Иногда и бронетранспортер – дом родной. Пусть неудобно, но зато тепло и безопасно. Фото с сайта www.bbc.co.uk
У журналиста Аркадия БАБЧЕНКО в Facebook помимо почти 5 тыс. друзей более 40 тыс. подписчиков. По сути, последняя цифра – это тираж достаточно приличной газеты. Так что военный репортер Бабченко, сейчас работающий под Славянском, де-факто, а, согласно недавно принятым поправкам в закон о СМИ, касающимся блогеров, теперь уже и де-юре – сам себе СМИ. Он этого не отрицает и мечтает о расширении своей читательской аудитории. Ведь между Аркадием и его подписчиками сложились вполне неформальные отношения: если материал журналиста его читателям нравится, они голосуют рублем. Сумма – на усмотрение жертвователя. «НГ-политика» в лице Розы ЦВЕТКОВОЙ настырно допытывалась у Аркадия Бабченко, каково это – быть журналистом, действительно не зависимым от редакции, зарплаты и посредников.
– Аркадий, решение стать журналистом-одиночкой пришло как-то вдруг, в силу какого-нибудь конфликта с редакцией?
– Не вдруг. Дело в том, что качественная авторская журналистика в современной России спросом практически не пользуется. Средства массовой информации перестали исполнять роль средств именно информации и, в соответствии с законами природы, которая не терпит пустоты, взяли на себя не свойственные им функции партий. Читатели теперь выбирают СМИ не по качеству предоставляемого им продукта, а по соответствию его политической направленности своим взглядам. Например, читатели «Завтра» никогда не подпишутся на «Новую», даже если бы там публиковался сам Хемингуэй. Равно как и наоборот.

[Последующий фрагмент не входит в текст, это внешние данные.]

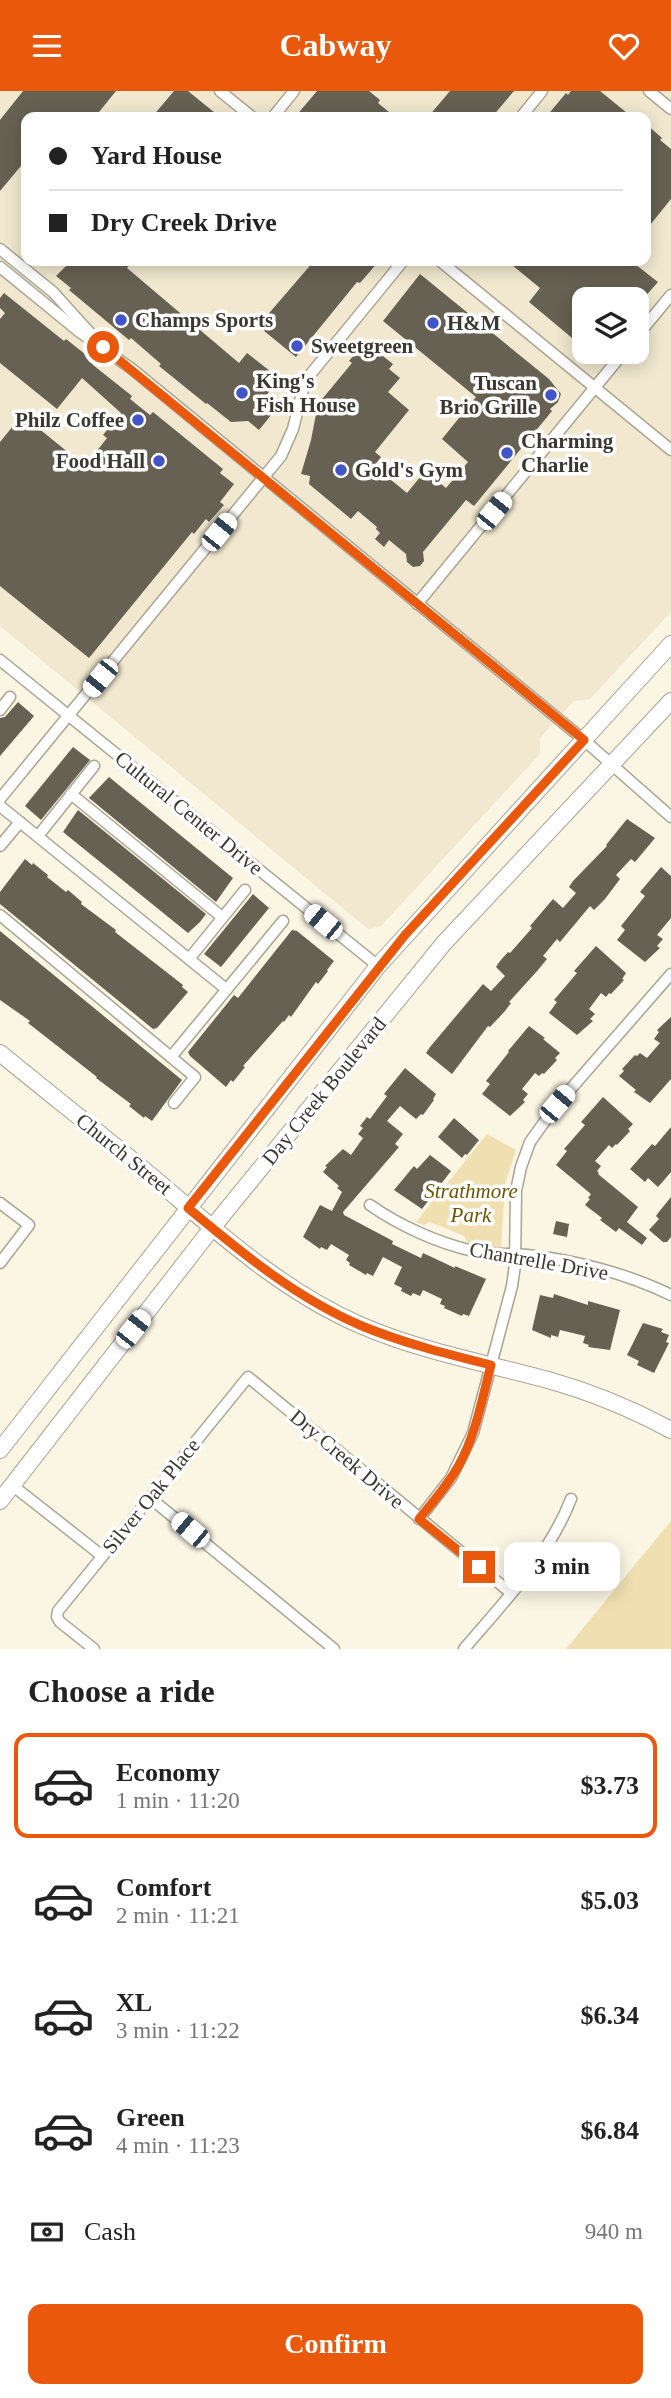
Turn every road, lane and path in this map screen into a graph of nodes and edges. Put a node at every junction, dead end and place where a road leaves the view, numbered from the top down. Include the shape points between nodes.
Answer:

– Но так было всегда, пожалуй…
– Да, только если писать о том, что ты думаешь на самом деле, и так, как ты видишь мир в реальности, то вероятность публикации текста через редакцию, в данном случае неважно какого издания, снижается в разы, а в отдельных случаях и вовсе стремится к нулю. Если честно, мне надоело подбирать правильные слова. Надоело подстраиваться под видение мира редактором. Надоело изворачиваться через три ноги, чтобы написать о какой-нибудь банальщине, вместо того, чтобы просто, понятно, но качественно писать о действительно интересных и важных вещах.
– И ты ушел в никуда?
– Я стал работать сам на себя, по схеме, которая работает уже во всем мире. Вкратце это выглядит так: «Я пишу, что вижу, вы платите, сколько считаете нужным». То есть я пишу свои тексты максимально объективно, без оглядки на редакционную политику, делюсь своими мыслями и соображениями вне зависимости от формата, а те, кто это прочитал и кому это понравилось, может оценить мой журналистский труд суммой, которую сочтет для себя возможной. Журналистика в России сейчас находится в таком двойном состоянии, когда, с одной стороны, ее задавили практически полностью, почти ничего не осталось, но при этом те, кого еще не задавили, они в общем-то могут писать все, что хочешь. Потому что цена слова в стране сейчас нивелирована напрочь. Можно, например, написать, что некто, облеченный высокой властью, украл огромные деньги, миллиарды со всеми документами, печатями, сканами и видеозаписью – эффект все равно будет нулевой. Потому что никто это расследовать не будет, никаких последствий это носить не будет, ведь власть уже настолько за облаками живет, так забронзовела и стала такой авторитарной, что ей информация СМИ по большому счету уже не страшна. Ну пишут что-то там журналюги, ну пускай себе тявкают… Правда, безразличие это действует до той поры, пока ты не затрагиваешь чьих-то личных интересов или же чьих-то слишком больших авторитетов – тогда на тебя, может так случиться, либо арматурка случайно упадет, либо изданию, где ты работаешь, навредят, разбомбят или еще что-нибудь. Такое, на мой взгляд, состояние российской журналистики сейчас.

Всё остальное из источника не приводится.